Recently a few incidents have occured that have ignited my curiousity about what new challenges organizations could be facing.
An airline changed the time of one of my flights a month in advance, causing huge inconvenience and a need to shift about plans. After a frustrating interaction with their customer service in which all my requests were refused, I got an survey by SMS asking me how satisfied I was from the level of service. None of the questions actually enabled me to tell them how they had fucked up my plans.
A client of mine is looking for 3 people who have skills that are in very very short supply. As a result of the inability to recruit these people, one piece of equipment is inoperable,causing quality issues with the final product.
Developers in a company are telling the users that the service and product they bought is fraught with problems, and they recommend not using their product which is “too expensive and not what it was dressed up to be”.
A company which until recently branded itself as the greatest people place you’ll ever see in your entire life, just fired 28% of its staff. And that is just the beginning.
In the meeting, no one is paying attention, and everyone is texting on their phone. The meeting is well organized; am important issue is being discussed. Noa is texting her daughter. Fred is texting his first wife. And Sammyis texting his son.
Challenges:
When a company does not care about customer service, how can an (inevitable) total meltdown be prevented? What are the indicators needed to point out that customers are on the breaking point? At what point do we shift from an apparent, fake customer focus to a sincere dedication to the customer?

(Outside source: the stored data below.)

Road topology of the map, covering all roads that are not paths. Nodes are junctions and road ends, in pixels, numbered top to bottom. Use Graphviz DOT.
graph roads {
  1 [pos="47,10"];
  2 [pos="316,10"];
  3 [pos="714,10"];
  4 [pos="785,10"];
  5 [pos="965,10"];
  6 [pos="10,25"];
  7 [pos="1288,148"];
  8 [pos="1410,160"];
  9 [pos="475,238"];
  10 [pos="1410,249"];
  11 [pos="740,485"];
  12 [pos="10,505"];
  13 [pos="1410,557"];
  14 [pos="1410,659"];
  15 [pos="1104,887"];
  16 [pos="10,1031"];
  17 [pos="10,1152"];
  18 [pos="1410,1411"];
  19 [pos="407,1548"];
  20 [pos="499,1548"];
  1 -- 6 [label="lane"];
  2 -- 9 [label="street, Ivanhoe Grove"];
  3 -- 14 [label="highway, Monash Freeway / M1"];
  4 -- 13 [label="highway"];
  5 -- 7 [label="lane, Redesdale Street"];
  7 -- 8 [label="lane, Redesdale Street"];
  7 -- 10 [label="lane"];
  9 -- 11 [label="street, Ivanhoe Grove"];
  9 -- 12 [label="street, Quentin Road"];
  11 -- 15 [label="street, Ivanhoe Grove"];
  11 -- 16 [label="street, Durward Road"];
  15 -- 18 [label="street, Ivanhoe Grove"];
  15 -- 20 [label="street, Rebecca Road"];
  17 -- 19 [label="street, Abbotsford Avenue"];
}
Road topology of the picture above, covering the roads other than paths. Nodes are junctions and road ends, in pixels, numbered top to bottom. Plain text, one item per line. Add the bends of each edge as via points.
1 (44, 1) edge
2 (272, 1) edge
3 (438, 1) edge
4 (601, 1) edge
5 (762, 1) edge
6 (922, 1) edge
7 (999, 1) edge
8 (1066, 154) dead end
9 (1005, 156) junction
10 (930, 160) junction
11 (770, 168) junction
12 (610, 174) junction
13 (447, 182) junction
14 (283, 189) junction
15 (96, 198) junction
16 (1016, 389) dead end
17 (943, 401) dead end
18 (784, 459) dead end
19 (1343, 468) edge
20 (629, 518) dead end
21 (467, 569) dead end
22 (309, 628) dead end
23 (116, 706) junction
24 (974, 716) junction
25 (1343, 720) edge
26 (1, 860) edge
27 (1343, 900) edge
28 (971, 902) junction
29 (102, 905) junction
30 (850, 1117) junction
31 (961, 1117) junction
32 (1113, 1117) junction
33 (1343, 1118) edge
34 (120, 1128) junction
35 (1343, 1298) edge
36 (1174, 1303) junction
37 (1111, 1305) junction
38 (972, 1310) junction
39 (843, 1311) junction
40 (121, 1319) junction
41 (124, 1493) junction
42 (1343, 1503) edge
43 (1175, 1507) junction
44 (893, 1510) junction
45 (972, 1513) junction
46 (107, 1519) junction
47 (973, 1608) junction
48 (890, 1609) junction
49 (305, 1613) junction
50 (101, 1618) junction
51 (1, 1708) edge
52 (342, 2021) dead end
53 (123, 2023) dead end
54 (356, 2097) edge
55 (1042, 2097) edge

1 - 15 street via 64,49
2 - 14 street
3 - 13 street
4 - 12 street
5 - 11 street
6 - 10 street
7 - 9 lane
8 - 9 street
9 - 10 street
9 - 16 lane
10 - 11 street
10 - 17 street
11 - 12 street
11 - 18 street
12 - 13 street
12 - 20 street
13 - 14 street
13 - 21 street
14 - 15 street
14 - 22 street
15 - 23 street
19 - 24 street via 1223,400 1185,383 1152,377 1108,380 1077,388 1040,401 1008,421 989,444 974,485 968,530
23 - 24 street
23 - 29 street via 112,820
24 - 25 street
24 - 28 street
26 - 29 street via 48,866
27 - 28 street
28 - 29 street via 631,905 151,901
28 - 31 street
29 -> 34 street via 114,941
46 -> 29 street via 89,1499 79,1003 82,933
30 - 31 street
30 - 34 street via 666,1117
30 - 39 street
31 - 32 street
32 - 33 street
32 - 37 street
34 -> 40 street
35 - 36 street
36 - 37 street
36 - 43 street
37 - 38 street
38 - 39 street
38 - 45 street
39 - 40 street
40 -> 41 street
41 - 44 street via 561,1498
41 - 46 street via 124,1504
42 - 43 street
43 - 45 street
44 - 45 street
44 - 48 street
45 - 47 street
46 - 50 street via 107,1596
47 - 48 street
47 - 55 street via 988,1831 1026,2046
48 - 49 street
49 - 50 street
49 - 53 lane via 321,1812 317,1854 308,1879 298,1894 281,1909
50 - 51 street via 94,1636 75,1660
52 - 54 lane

If skills are unavailable, what machinery, technology and know how do we need to phase out, instead of pressuring Recruitment to find people who don’t exist.
If “loyalty” is passe, what basic assumptions do we need to change in the way we communicate with our customers when selling products and services?
Is fun-fun, happy-happy or wow-wow a sustainable people strategy? Or are you setting yourself up to be knocked out cold.
How can we ensure focused conversations of complex problems, when no one has the span of attention to do so?